- **Assigned task**: Return the lines below in which the string "roads" occurs.

Stored data:
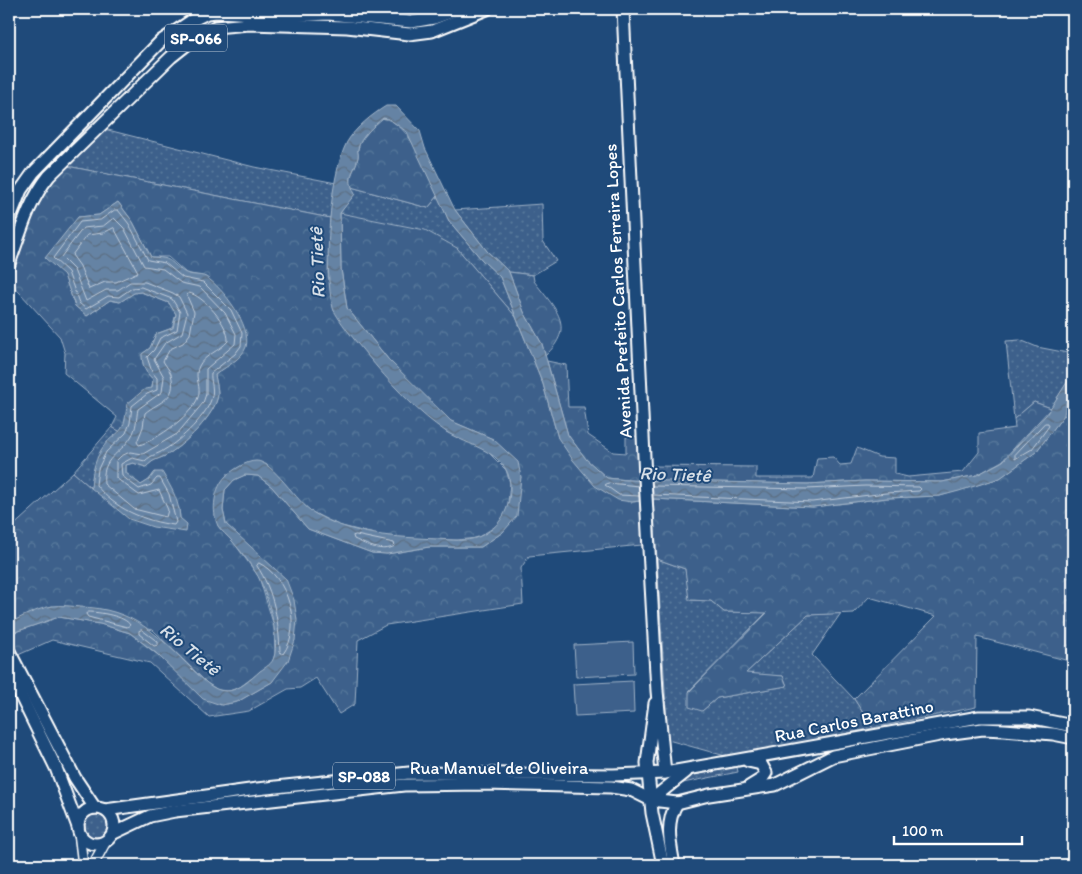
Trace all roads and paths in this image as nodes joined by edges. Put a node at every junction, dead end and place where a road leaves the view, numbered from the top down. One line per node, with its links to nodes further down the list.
1 (459, 9): 4 (main road, SP-066)
2 (487, 9): 5 (main road, SP-066)
3 (623, 9): 8 (main road, Avenida Prefeito Carlos Ferreira Lopes)
4 (9, 220)
5 (9, 264)
6 (9, 652): 7 (main road)
7 (14, 676): 18 (main road); 19 (main road)
8 (657, 691): 13 (main road, Avenida Prefeito Carlos Ferreira Lopes); 14 (main road, Avenida Prefeito Carlos Ferreira Lopes)
9 (1073, 726): 11 (main road, Rua Carlos Barattino)
10 (1073, 738): 15 (main road, Rua Carlos Barattino)
11 (744, 760): 12 (main road, Rua Carlos Barattino); 15 (main road)
12 (688, 770): 13 (main road, Rua Carlos Barattino); 16 (main road)
13 (664, 773): 14 (main road, Rua Carlos Barattino)
14 (645, 774): 16 (main road, Avenida Prefeito Carlos Ferreira Lopes); 18 (main road, Rua Manuel de Oliveira / SP-088)
15 (743, 790): 17 (main road, Rua Carlos Barattino)
16 (651, 800): 17 (main road, Rua Manuel de Oliveira / SP-088); 20 (main road, Rua Manuel de Oliveira / SP-088); 24 (main road, Avenida Prefeito Carlos Ferreira Lopes)
17 (677, 803): 25 (main road)
18 (100, 809): 19 (main road); 20 (main road)
19 (79, 830): 21 (main road); 22 (street)
20 (114, 833): 21 (main road, SP-088)
21 (105, 843): 23 (street)
22 (83, 865)
23 (93, 865)
24 (663, 865)
25 (674, 865)

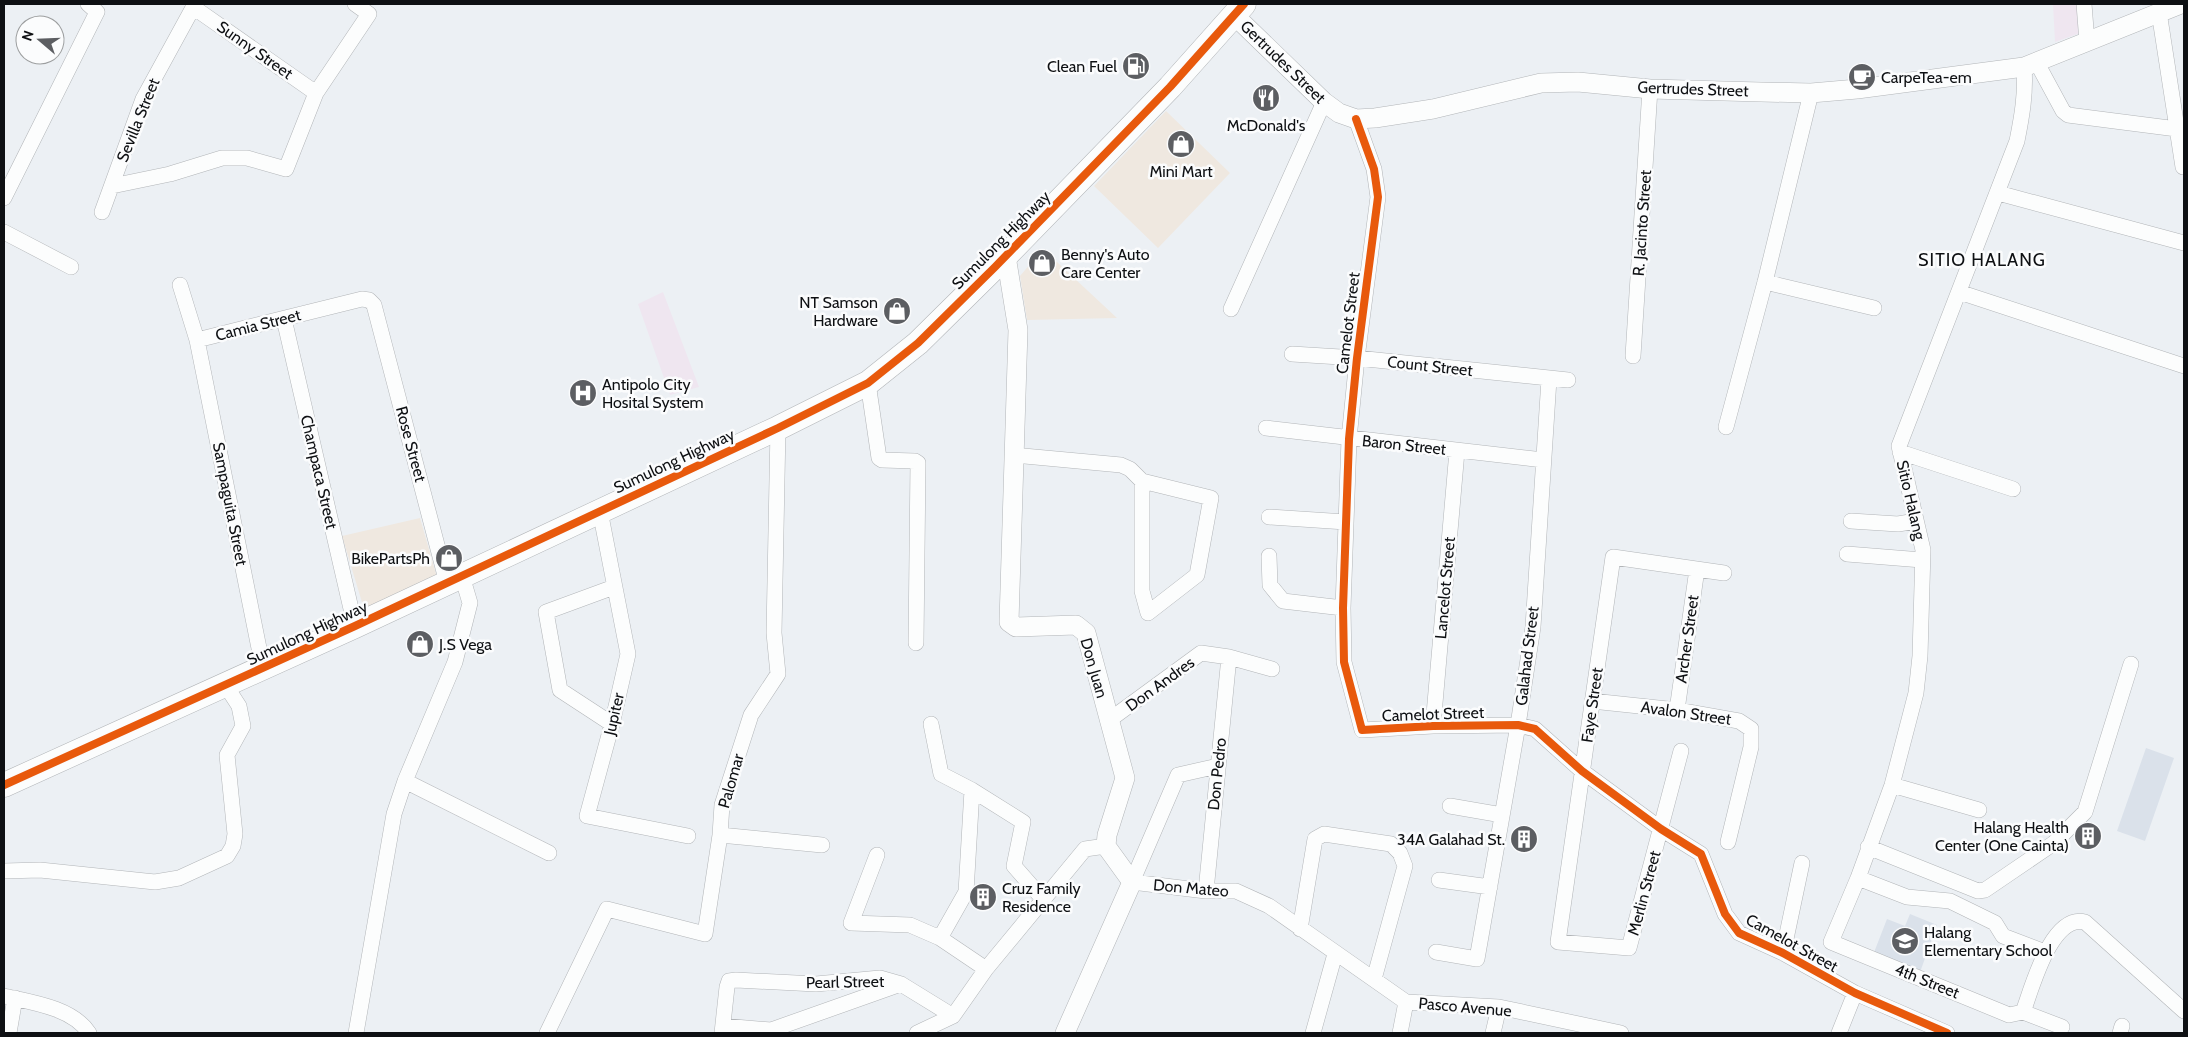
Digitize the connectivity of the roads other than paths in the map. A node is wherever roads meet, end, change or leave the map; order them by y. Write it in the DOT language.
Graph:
graph roads {
  1 [pos="355,4"];
  2 [pos="2084,4"];
  3 [pos="2181,4"];
  4 [pos="194,5"];
  5 [pos="93,8"];
  6 [pos="1240,10"];
  7 [pos="2159,12"];
  8 [pos="2087,42"];
  9 [pos="2031,65"];
  10 [pos="1650,89"];
  11 [pos="316,93"];
  12 [pos="1811,93"];
  13 [pos="1324,102"];
  14 [pos="1356,119"];
  15 [pos="2177,129"];
  16 [pos="2183,167"];
  17 [pos="112,186"];
  18 [pos="1998,193"];
  19 [pos="4,198"];
  20 [pos="102,212"];
  21 [pos="4,232"];
  22 [pos="2184,243"];
  23 [pos="1006,256"];
  24 [pos="71,267"];
  25 [pos="1765,282"];
  26 [pos="180,285"];
  27 [pos="1959,292"];
  28 [pos="374,305"];
  29 [pos="1874,308"];
  30 [pos="1231,309"];
  31 [pos="284,319"];
  32 [pos="197,340"];
  33 [pos="1292,354"];
  34 [pos="1633,356"];
  35 [pos="1357,358"];
  36 [pos="2184,366"];
  37 [pos="1549,379"];
  38 [pos="1568,380"];
  39 [pos="868,383"];
  40 [pos="1726,427"];
  41 [pos="778,428"];
  42 [pos="1266,428"];
  43 [pos="1349,439"];
  44 [pos="1456,450"];
  45 [pos="1900,452"];
  46 [pos="1014,455"];
  47 [pos="1543,460"];
  48 [pos="1142,482"];
  49 [pos="2013,489"];
  50 [pos="600,511"];
  51 [pos="1269,517"];
  52 [pos="1851,521"];
  53 [pos="1916,521"];
  54 [pos="1346,522"];
  55 [pos="1847,554"];
  56 [pos="1269,556"];
  57 [pos="1922,560"];
  58 [pos="1697,569"];
  59 [pos="1724,573"];
  60 [pos="454,579"];
  61 [pos="614,587"];
  62 [pos="1343,608"];
  63 [pos="355,626"];
  64 [pos="916,643"];
  65 [pos="1229,657"];
  66 [pos="2131,664"];
  67 [pos="263,668"];
  68 [pos="1272,669"];
  69 [pos="226,686"];
  70 [pos="1592,701"];
  71 [pos="1677,710"];
  72 [pos="1108,721"];
  73 [pos="612,724"];
  74 [pos="931,724"];
  75 [pos="1518,725"];
  76 [pos="1434,726"];
  77 [pos="1681,751"];
  78 [pos="1218,766"];
  79 [pos="1582,771"];
  80 [pos="405,781"];
  81 [pos="4,785"];
  82 [pos="1892,785"];
  83 [pos="972,790"];
  84 [pos="1450,806"];
  85 [pos="1979,810"];
  86 [pos="1502,815"];
  87 [pos="1661,829"];
  88 [pos="720,835"];
  89 [pos="688,836"];
  90 [pos="1728,842"];
  91 [pos="822,845"];
  92 [pos="1106,846"];
  93 [pos="1868,847"];
  94 [pos="549,853"];
  95 [pos="877,855"];
  96 [pos="1802,863"];
  97 [pos="4,872"];
  98 [pos="1858,878"];
  99 [pos="1439,880"];
  100 [pos="1132,882"];
  101 [pos="1490,887"];
  102 [pos="1206,891"];
  103 [pos="1044,899"];
  104 [pos="1300,929"];
  105 [pos="940,938"];
  106 [pos="1832,942"];
  107 [pos="1629,948"];
  108 [pos="1436,952"];
  109 [pos="2045,952"];
  110 [pos="1783,953"];
  111 [pos="1335,954"];
  112 [pos="986,969"];
  113 [pos="1374,978"];
  114 [pos="901,984"];
  115 [pos="1855,993"];
  116 [pos="9,997"];
  117 [pos="1406,1002"];
  118 [pos="1499,1007"];
  119 [pos="2184,1011"];
  120 [pos="2023,1012"];
  121 [pos="953,1016"];
  122 [pos="2062,1027"];
  123 [pos="723,1029"];
  124 [pos="9,1033"];
  125 [pos="90,1033"];
  126 [pos="356,1033"];
  127 [pos="547,1033"];
  128 [pos="917,1033"];
  129 [pos="1065,1033"];
  130 [pos="1314,1033"];
  131 [pos="1400,1033"];
  132 [pos="1493,1033"];
  133 [pos="1621,1033"];
  134 [pos="1839,1033"];
  135 [pos="1947,1033"];
  1 -- 11 [label="street"];
  2 -- 8 [label="street"];
  3 -- 7 [label="street, Gertrudes Street"];
  4 -- 11 [label="street, Sunny Street"];
  4 -- 17 [label="street, Sevilla Street"];
  5 -- 19 [label="street"];
  6 -- 13 [label="street, Gertrudes Street"];
  6 -- 23 [label="main road, Sumulong Highway"];
  7 -- 8 [label="street, Gertrudes Street"];
  7 -- 15 [label="street"];
  8 -- 9 [label="street, Gertrudes Street"];
  9 -- 12 [label="street, Gertrudes Street"];
  9 -- 15 [label="street"];
  9 -- 18 [label="street, Sitio Halang"];
  10 -- 12 [label="street, Gertrudes Street"];
  10 -- 14 [label="street, Gertrudes Street"];
  10 -- 34 [label="street, R. Jacinto Street"];
  11 -- 17 [label="street"];
  12 -- 25 [label="street"];
  13 -- 14 [label="street, Gertrudes Street"];
  13 -- 30 [label="street"];
  14 -- 35 [label="street, Camelot Street"];
  15 -- 16 [label="street"];
  17 -- 20 [label="street, Sevilla Street"];
  18 -- 22 [label="street"];
  18 -- 27 [label="street, Sitio Halang"];
  21 -- 24 [label="street"];
  23 -- 39 [label="main road, Sumulong Highway"];
  23 -- 46 [label="street, Don Juan"];
  25 -- 29 [label="street"];
  25 -- 40 [label="street"];
  26 -- 32 [label="street, Camia Street"];
  27 -- 36 [label="street"];
  27 -- 45 [label="street, Sitio Halang"];
  28 -- 31 [label="street, Camia Street"];
  28 -- 60 [label="street, Rose Street"];
  31 -- 32 [label="street, Camia Street"];
  31 -- 63 [label="street, Champaca Street"];
  32 -- 67 [label="street, Sampaguita Street"];
  33 -- 35 [label="street, Count Street"];
  35 -- 37 [label="street, Count Street"];
  35 -- 43 [label="street, Camelot Street"];
  37 -- 38 [label="street, Count Street"];
  37 -- 47 [label="street, Galahad Street"];
  39 -- 41 [label="main road, Sumulong Highway"];
  39 -- 64 [label="street"];
  41 -- 50 [label="main road, Sumulong Highway"];
  41 -- 88 [label="street, Palomar"];
  42 -- 43 [label="street, Baron Street"];
  43 -- 44 [label="street, Baron Street"];
  43 -- 54 [label="street, Camelot Street"];
  44 -- 47 [label="street, Baron Street"];
  44 -- 76 [label="street, Lancelot Street"];
  45 -- 49 [label="street"];
  45 -- 53 [label="street, Sitio Halang"];
  46 -- 48 [label="street"];
  46 -- 72 [label="street, Don Juan"];
  47 -- 75 [label="street, Galahad Street"];
  48 -- 48 [label="street"];
  50 -- 60 [label="main road, Sumulong Highway"];
  50 -- 61 [label="street, Jupiter"];
  51 -- 54 [label="street"];
  52 -- 53 [label="street"];
  53 -- 57 [label="street, Sitio Halang"];
  54 -- 62 [label="street, Camelot Street"];
  55 -- 57 [label="street"];
  56 -- 62 [label="street"];
  57 -- 82 [label="street, Sitio Halang"];
  58 -- 59 [label="street"];
  58 -- 70 [label="street, Faye Street"];
  58 -- 71 [label="street, Archer Street"];
  60 -- 63 [label="main road, Sumulong Highway"];
  60 -- 80 [label="street, Rose Street"];
  61 -- 73 [label="street, Jupiter"];
  61 -- 73 [label="street"];
  62 -- 76 [label="street, Camelot Street"];
  63 -- 67 [label="main road, Sumulong Highway"];
  65 -- 68 [label="street, Don Andres"];
  65 -- 72 [label="street, Don Andres"];
  65 -- 78 [label="street, Don Pedro"];
  66 -- 93 [label="street"];
  67 -- 69 [label="main road, Sumulong Highway"];
  69 -- 81 [label="main road, Sumulong Highway"];
  69 -- 97 [label="street"];
  70 -- 71 [label="street, Avalon Street"];
  70 -- 79 [label="street, Faye Street"];
  71 -- 90 [label="street, Avalon Street"];
  72 -- 92 [label="street, Don Juan"];
  73 -- 89 [label="street, Jupiter"];
  74 -- 83 [label="street"];
  75 -- 76 [label="street, Camelot Street"];
  75 -- 79 [label="street, Camelot Street"];
  75 -- 86 [label="street, Galahad Street"];
  77 -- 87 [label="street, Merlin Street"];
  78 -- 100 [label="street"];
  78 -- 102 [label="street, Don Pedro"];
  79 -- 87 [label="street, Camelot Street"];
  79 -- 107 [label="street, Faye Street"];
  80 -- 94 [label="street"];
  80 -- 126 [label="street, Rose Street"];
  82 -- 85 [label="street"];
  82 -- 93 [label="street, Sitio Halang"];
  83 -- 103 [label="street"];
  83 -- 105 [label="street"];
  84 -- 86 [label="street"];
  86 -- 101 [label="street, Galahad Street"];
  87 -- 107 [label="street, Merlin Street"];
  87 -- 110 [label="street, Camelot Street"];
  88 -- 91 [label="street"];
  88 -- 127 [label="street, Palomar"];
  92 -- 100 [label="street"];
  92 -- 103 [label="street"];
  93 -- 98 [label="street, Sitio Halang"];
  95 -- 105 [label="street"];
  96 -- 110 [label="street"];
  98 -- 106 [label="street, Sitio Halang"];
  98 -- 109 [label="street"];
  99 -- 101 [label="street"];
  100 -- 102 [label="street, Don Mateo"];
  100 -- 129 [label="street"];
  101 -- 108 [label="street, Galahad Street"];
  102 -- 104 [label="street, Don Mateo"];
  103 -- 112 [label="street"];
  104 -- 111 [label="street, Pasco Avenue"];
  104 -- 113 [label="street"];
  105 -- 112 [label="street"];
  106 -- 120 [label="street, 4th Street"];
  109 -- 119 [label="street"];
  109 -- 120 [label="street"];
  110 -- 115 [label="street, Camelot Street"];
  111 -- 113 [label="street, Pasco Avenue"];
  111 -- 130 [label="street"];
  112 -- 121 [label="street"];
  113 -- 117 [label="street, Pasco Avenue"];
  114 -- 121 [label="street, Pearl Street"];
  114 -- 123 [label="street"];
  114 -- 123 [label="street, Pearl Street"];
  115 -- 134 [label="street"];
  115 -- 135 [label="street, Camelot Street"];
  116 -- 124 [label="street"];
  116 -- 125 [label="street"];
  117 -- 118 [label="street, Pasco Avenue"];
  117 -- 131 [label="street"];
  118 -- 132 [label="street"];
  118 -- 133 [label="street, Pasco Avenue"];
  120 -- 122 [label="street, 4th Street"];
  121 -- 128 [label="street"];
}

- **Task response**:
Trace all roads and paths in this image as nodes joined by edges. Put a node at every junction, dead end and place where a road leaves the view, numbered from the top down. One line per node, with its links to nodes further down the list.
Digitize the connectivity of the roads other than paths in the map. A node is wherever roads meet, end, change or leave the map; order them by y. Write it in the DOT language.
graph roads {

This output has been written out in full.